As progress is made to reduce emissions from cars and trucks, the focus of scientists and regulators is turning to off-road vehicles. Now there may be a new method to capture and sequester greenhouse gas emissions from agricultural equipment – by injecting it straight into the soil. Slashdot unearths a report from the Australian newspaper The Age on a novel home-grown carbon capture technology with unexpected benefits: Ian Linklater, a farmer in the small town of Gol Gol, NSW, is saving the planet and enriching his harvest by directing exhaust from his 400-hp tractor into his fields. By passing the exhaust underground, he captures and stores the greenhouse gas emissions from his equipment. Furth er, he’s finding that the diesel exhaust enriches his wheat crop to the point that he can forego chemical fertilizers. In the past two years, this has saved him almost million dollars US while producing his most abundant yields since 2001.

This emission-capturing, crop-boosting technology is developed and promoted by the Canadian firm N/C Quest Inc. under the label “Bio-Agtive Emissions Technology.” In short, the process works like this: exhaust from agricultural off-road equipment is captured and cooled to ambient temperature, then injected into the soil through on-board pneumatic tubes. The exhaust emissions are reported benefit the soil by increasing the uptake of phosphorus, potassium, and sulfur, while providing fixed nitrogen to the crops. Dr. Loraine Bailey, a scientist and independent consultant, writes, “The obvious conclusion is that the exhaust had a positive effect on crop growth, yield and quality, and may have positively enhanced soil nutrients and nutrient chemistry.”

There are two claims here which could benefit from some critical thinking: first, the suggestion that this process reduces off-road carbon emissions, and second, the notion that diesel exhaust can nourish crops rather than poison them. The former is demonstrably false, and the latter is dubious at best.

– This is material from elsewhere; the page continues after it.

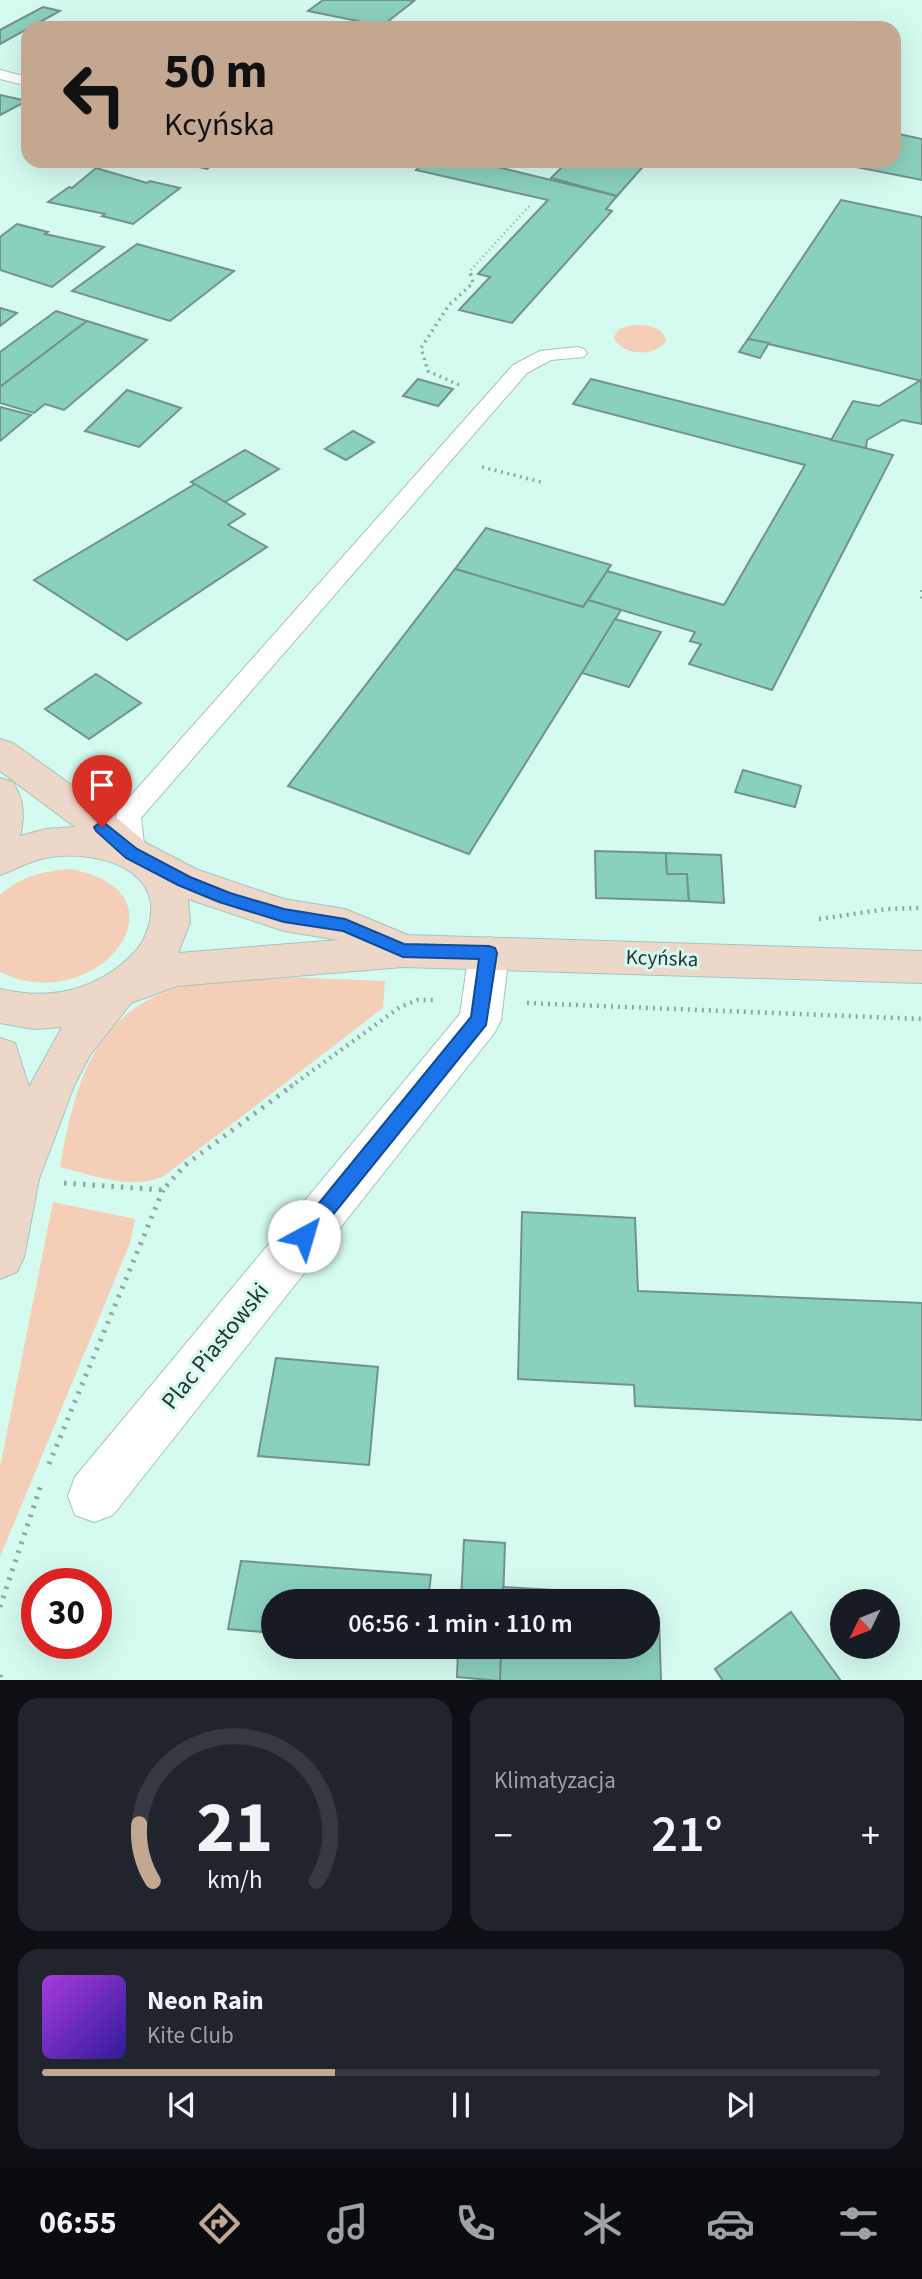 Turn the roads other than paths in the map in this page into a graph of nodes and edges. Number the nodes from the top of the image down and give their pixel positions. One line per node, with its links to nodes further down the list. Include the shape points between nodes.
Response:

The BAET method diverges from traditional carbon sequestration techniques, in which CO₂ is stored in an underground cavity such as an oil well, or bubbled through and absorbed into the ocean. In contrast, the only way that agriculture stores carbon dioxide is through the growth of biomass. For crops to capture the off-road GHG emissions injected by the BAET process, they would need to grow larger due to the presence of the additional exhaust CO₂. This could be the case if atmospheric CO₂ were a trace gas (which it is not) or if plants flourished in the presence of a higher CO₂ concentration (which they do not). As a result, any GHG emissions injected into the soil merely escape into the atmosphere, same as they would if they came directly out of the diesel smokestack.

In addition, it is unclear how diesel exhaust could replace chemical fertilizer as an agricultural nutrient. Traditional NPK fertilizer is composed of three key ingredients: solid nitrogen compounds to supplement the nitrogen-fixing action of soil microbes, phosphorous to facilitate photosynthesis and energy transfer, and potassium to promote root growth and water transport. Diesel exhaust contains none of these nutrients, and is instead composed of a dirty combination of smog-producing nitrogen dioxide, acid-rain-causing sulfur dioxide, carcinogenic heavy metals, and lung-damaging soot particles. In fact, studies show that diesel exhaust withers plants and delays blooming. It is unlikely that tractor diesel emissions would have any positive effects on agriculture, let alone act as a viable substitution for fertilizer.

Having said this, there could be an argument that the BAET method would reduce GHG emissions. If diesel engine exhaust could in fact replace chemical fertilizers, then the injection technology could shrink the agricultural industry’s carbon footprint, although not in the way that Linklater and N/C Quest suggest. From a life-cycle perspective, chemical fertilizers are very carbon intensive, due to the energy consumed in extracting raw materials, producing the chemicals, and transporting it to farmers. To the extent that traditional fertilizer can be replaced with alternative methods, agricultural greenhouse gas emissions can be significantly reduced. This argument is strongly made by advocates of organic farming, who claim that organic methods can swing the agricultural industry from a net GHG emitter to a net GHG sink, and can be one tool in fighting climate change. Presumably, this putative diesel-exhaust-fertilization method would carry the same benefits.

There is no doubt that agriculture is a large component of the worldwide greenhouse gas inventory, accounting for 10-12% of total anthropogenic GHG emissions. For this reason, it is crucial to investigate new alternatives for reducing the carbon intensity of current agricultural practices. However, it is just as important to critically examine proposed solutions, to see if their benefit claims are credible. Unfortunately, this method does not live up to that standard. However, more established methods, such as improved land-use management, restoration of degraded regions, alternative crop selection, and reduced water consumption, have the potential to mitigate agricultural emissions, and can be implemented immediately.